O Chega vai novamente a votos, este sábado, para eleger o presidente do partido e André Ventura é o único candidato ao cargo. Trata-se da segunda eleição em cinco meses e acontece após o líder do Chega ter colocado o lugar à disposição para “devolver a palavra” aos militantes quando ficou atrás de Ana Gomes nas eleições Presidenciais, com 11,90% dos votos.

Agora, em plena pandemia de Covid-19 e em estado de emergência, o Chega volta a dar voz aos militantes. As eleições começam este sábado às 9h00 e terminam às 17h00 e acontecem presencialmente, em mesas de voto físicas. Estão convocados os militantes do Chega que têm as quotas em dia — exceto os que estão suspensos — e há mesas de votos em todos os distritos, 18 em Portugal continental, bem como uma na Madeira e uma nos Açores. As mesas de voto vão estar nas sedes do partido ou em locais que foram reservados para o efeito.
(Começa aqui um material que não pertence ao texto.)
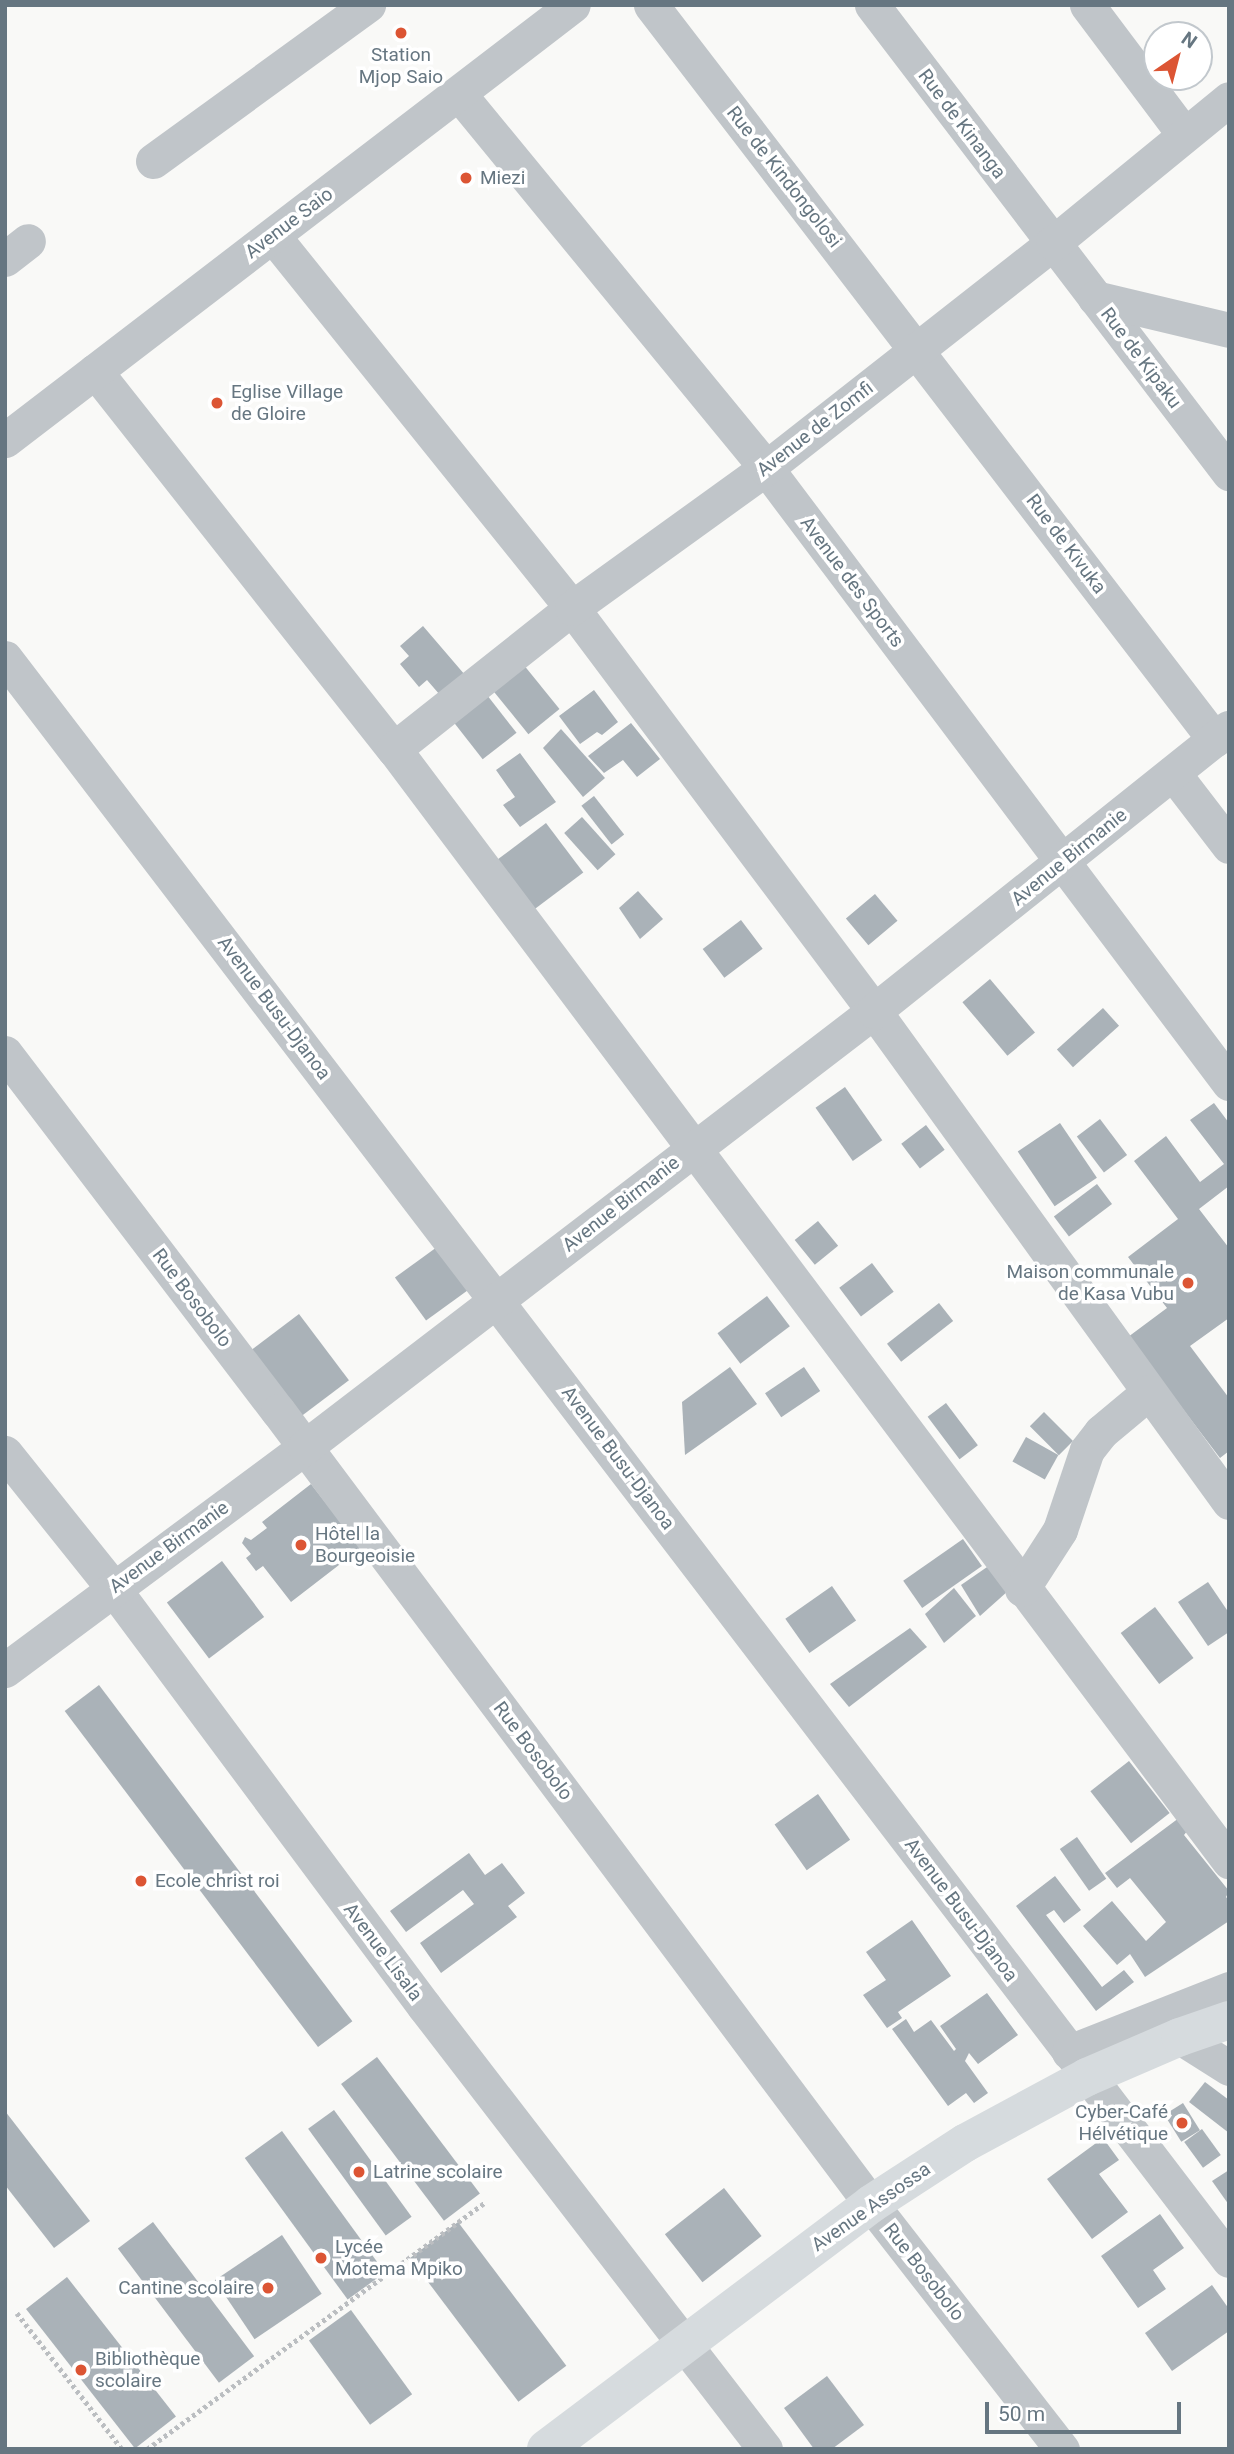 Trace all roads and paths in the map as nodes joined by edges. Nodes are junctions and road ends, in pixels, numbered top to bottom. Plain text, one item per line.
1 (368, 5) edge
2 (573, 5) edge
3 (651, 5) edge
4 (872, 5) edge
5 (1087, 5) edge
6 (537, 16) edge
7 (458, 94) junction
8 (1229, 99) edge
9 (1184, 134) junction
10 (153, 162) dead end
11 (273, 236) junction
12 (1053, 243) junction
13 (1095, 298) junction
14 (1229, 330) edge
15 (918, 349) junction
16 (95, 372) junction
17 (5, 440) edge
18 (766, 468) junction
19 (1229, 473) edge
20 (572, 608) junction
21 (5, 658) edge
22 (1222, 734) edge
23 (394, 749) junction
24 (1172, 773) junction
25 (1229, 846) edge
26 (1063, 862) junction
27 (874, 1011) junction
28 (5, 1053) edge
29 (1229, 1083) edge
30 (693, 1148) junction
31 (498, 1300) junction
32 (1149, 1392) junction
33 (305, 1447) junction
34 (5, 1453) edge
35 (1229, 1502) edge
36 (113, 1588) junction
37 (1022, 1589) junction
38 (5, 1670) edge
39 (1229, 1861) edge
40 (1229, 1989) edge
41 (1229, 2020) edge
42 (1180, 2037) junction
43 (1078, 2065) junction
44 (1229, 2067) edge
45 (486, 2202) dead end
46 (871, 2204) junction
47 (1229, 2260) edge
48 (17, 2313) dead end
49 (685, 2342) junction
50 (122, 2449) edge
51 (147, 2449) edge
52 (546, 2449) edge
53 (765, 2449) edge
54 (1062, 2449) edge

1 - 10 street
2 - 6 street, Avenue Saio
3 - 15 street, Rue de Kindongolosi
4 - 12 street, Rue de Kinanga
5 - 9 street
6 - 7 street, Avenue Saio
7 - 11 street, Avenue Saio
7 - 18 street, Avenue des Sports
8 - 9 street, Avenue de Zomfi
9 - 12 street, Avenue de Zomfi
11 - 16 street, Avenue Saio
11 - 20 street
12 - 13 street, Rue de Kipaku
12 - 15 street, Avenue de Zomfi
13 - 14 street
13 - 19 street, Rue de Kipaku
15 - 18 street, Avenue de Zomfi
15 - 22 street, Rue de Kivuka
16 - 17 street, Avenue Saio
16 - 23 street
18 - 20 street, Avenue de Zomfi
18 - 26 street, Avenue des Sports
20 - 23 street, Avenue de Zomfi
20 - 27 street
21 - 31 street, Avenue Busu-Djanoa
22 - 24 street, Avenue Birmanie
23 - 30 street
24 - 25 street
24 - 26 street, Avenue Birmanie
26 - 27 street, Avenue Birmanie
26 - 29 street, Avenue des Sports
27 - 30 street, Avenue Birmanie
27 - 32 street
28 - 33 street, Rue Bosobolo
30 - 31 street, Avenue Birmanie
30 - 37 street
31 - 33 street, Avenue Birmanie
31 - 43 street, Avenue Busu-Djanoa
32 - 35 street
32 - 37 street
33 - 36 street, Avenue Birmanie
33 - 46 street, Rue Bosobolo
34 - 36 street, Avenue Lisala
36 - 38 street, Avenue Birmanie
36 - 49 street, Avenue Lisala
37 - 39 street
40 - 43 street
41 - 42 main road, Avenue Assossa
42 - 43 main road, Avenue Assossa
42 - 44 street
43 - 46 main road, Avenue Assossa
43 - 47 street, Avenue Busu-Djanoa
45 - 51 path
46 - 49 main road, Avenue Assossa
46 - 54 street, Rue Bosobolo
48 - 50 path
49 - 52 main road, Avenue Assossa
49 - 53 street, Avenue Lisala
Luís Filipe Graça, presidente da Mesa da Convenção do Chega, está responsável por organizar o ato eleitoral e explica ao Observador que cada mesa terá “no mínimo três pessoas e delegados das listas”, o que leva ao envolvimento de dezenas de pessoas por todo o país.

São “dezenas de milhar” os militantes do Chega que podem ir às urnas escolher o presidente do partido, numa altura em que o partido já conta com “perto de 30 mil militantes”. “Há sempre militantes que não têm as quotas pagas, ou porque se esqueceram e também temos de ver que estamos numa crise económica e, infelizmente, até 1,5 euros por mês faz falta às pessoas”, diz Luís Graça. Apesar disso, o membro do Chega assegura que o partido tem “uma grande quantidade de quotas pagas” e que, por isso, muitos militantes podem ir às urnas este sábado.